Many children with a genetic or chromosome disorder can lead a whole and productive life. The primary differences are how they are cared for and what opportunities they are given to excel. It has been proven that Down Syndrome children with mild to moderate retardation can still lead entire and active lives.

The majority of parents who learn of the possibility of a chromosome disorder will often abort the fetus to avoid dealing with the extra care and cost the child’s birth will entail.

Health Problems Caused by Chromosomal Disorders

It has been determined that many fetuses who have a genetic or chromosomal defect will often abort themselves or be aborted by the mother before they begin to mature into a child’s form. There are cases where a child has been stillborn due to chromosomal defects. It is uncertain why some children with these defects are miscarried while others are born with varying degrees of disabilities.

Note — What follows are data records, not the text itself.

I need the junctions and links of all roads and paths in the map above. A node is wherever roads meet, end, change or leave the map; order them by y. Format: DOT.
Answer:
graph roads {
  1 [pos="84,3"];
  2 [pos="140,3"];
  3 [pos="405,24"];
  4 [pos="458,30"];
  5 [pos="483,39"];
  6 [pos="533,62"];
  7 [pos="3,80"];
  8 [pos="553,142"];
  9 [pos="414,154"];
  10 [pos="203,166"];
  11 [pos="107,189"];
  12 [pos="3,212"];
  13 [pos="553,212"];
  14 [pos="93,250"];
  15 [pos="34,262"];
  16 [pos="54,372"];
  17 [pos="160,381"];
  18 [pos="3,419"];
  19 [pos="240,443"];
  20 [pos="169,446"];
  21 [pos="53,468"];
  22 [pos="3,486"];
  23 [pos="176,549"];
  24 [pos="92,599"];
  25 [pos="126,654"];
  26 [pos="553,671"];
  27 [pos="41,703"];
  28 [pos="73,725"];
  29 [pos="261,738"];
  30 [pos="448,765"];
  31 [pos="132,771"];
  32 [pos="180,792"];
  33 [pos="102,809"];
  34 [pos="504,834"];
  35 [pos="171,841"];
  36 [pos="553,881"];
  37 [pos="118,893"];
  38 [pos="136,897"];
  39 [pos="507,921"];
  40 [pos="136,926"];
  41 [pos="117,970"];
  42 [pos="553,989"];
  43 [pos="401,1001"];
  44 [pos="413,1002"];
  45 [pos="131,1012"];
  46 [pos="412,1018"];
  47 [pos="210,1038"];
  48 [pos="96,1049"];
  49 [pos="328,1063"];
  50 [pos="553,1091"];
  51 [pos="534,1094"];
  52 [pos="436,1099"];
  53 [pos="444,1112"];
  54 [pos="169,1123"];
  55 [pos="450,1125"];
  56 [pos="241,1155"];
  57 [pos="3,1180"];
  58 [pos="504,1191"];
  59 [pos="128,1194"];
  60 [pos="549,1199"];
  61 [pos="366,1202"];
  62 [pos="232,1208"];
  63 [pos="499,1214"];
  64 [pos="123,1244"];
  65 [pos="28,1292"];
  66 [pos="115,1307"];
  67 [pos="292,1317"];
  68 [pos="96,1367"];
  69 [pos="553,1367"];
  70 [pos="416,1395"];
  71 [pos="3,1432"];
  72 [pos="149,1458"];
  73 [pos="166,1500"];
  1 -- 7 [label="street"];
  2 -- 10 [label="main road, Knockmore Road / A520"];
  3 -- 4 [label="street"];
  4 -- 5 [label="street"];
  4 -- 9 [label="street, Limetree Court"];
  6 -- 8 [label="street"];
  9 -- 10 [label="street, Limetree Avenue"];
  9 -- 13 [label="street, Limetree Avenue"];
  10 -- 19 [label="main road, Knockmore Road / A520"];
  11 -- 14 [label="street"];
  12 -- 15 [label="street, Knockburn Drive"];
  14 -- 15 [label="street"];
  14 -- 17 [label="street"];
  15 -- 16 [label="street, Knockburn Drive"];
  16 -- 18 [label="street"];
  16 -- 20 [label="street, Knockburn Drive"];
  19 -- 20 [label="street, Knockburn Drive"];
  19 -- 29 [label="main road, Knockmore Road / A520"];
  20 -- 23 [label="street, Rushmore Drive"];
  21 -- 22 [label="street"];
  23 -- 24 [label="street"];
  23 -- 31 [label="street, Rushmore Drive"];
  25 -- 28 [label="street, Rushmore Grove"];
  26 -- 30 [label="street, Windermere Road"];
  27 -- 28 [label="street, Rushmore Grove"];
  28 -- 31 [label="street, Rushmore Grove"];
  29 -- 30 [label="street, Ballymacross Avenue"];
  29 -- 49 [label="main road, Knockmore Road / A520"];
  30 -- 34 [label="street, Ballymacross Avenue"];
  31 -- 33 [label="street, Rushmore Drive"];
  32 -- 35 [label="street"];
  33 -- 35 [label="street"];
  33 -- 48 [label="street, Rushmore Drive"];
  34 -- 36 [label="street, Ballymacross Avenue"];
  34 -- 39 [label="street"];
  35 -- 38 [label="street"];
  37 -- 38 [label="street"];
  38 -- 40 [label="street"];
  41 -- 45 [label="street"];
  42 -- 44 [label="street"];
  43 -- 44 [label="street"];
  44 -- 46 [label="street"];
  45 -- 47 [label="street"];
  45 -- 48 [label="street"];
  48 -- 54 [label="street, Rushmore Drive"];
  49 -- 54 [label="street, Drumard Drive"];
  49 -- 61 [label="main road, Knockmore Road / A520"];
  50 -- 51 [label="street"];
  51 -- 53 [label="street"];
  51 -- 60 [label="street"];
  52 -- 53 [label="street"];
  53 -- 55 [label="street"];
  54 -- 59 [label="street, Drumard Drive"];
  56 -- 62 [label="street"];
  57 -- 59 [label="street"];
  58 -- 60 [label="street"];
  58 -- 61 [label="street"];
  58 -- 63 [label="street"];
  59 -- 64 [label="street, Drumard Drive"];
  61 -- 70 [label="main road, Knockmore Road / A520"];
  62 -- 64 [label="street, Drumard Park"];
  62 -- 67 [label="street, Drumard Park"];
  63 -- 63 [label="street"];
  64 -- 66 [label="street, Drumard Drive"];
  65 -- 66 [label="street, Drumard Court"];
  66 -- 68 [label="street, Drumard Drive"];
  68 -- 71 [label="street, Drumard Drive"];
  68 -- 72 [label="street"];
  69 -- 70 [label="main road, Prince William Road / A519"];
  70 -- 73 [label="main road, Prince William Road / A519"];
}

Disabilities can be both physical and mental. Chromosomal defects affect how the body is constructed, so they would also affect how the child develops once they are born. Physical abnormalities can be widely varied as well. Some children are born with heart defects, unusual physical features or immature reproductive organs.

Children with mental health problems resulting from a chromosomal disorder can also be widely varied. Some may have mild mental retardation, while others are nonverbal and have trouble communicating in even the most straightforward ways. There are many causes, such as Prader-Willi patients, that it is hard to see a physical abnormality other than obesity.

Their behaviours are often a direct indicator that something else is wrong. Once a child is born, doctors can perform more stringent tests to determine precisely what is happening within the child’s body to cause their specific health issues.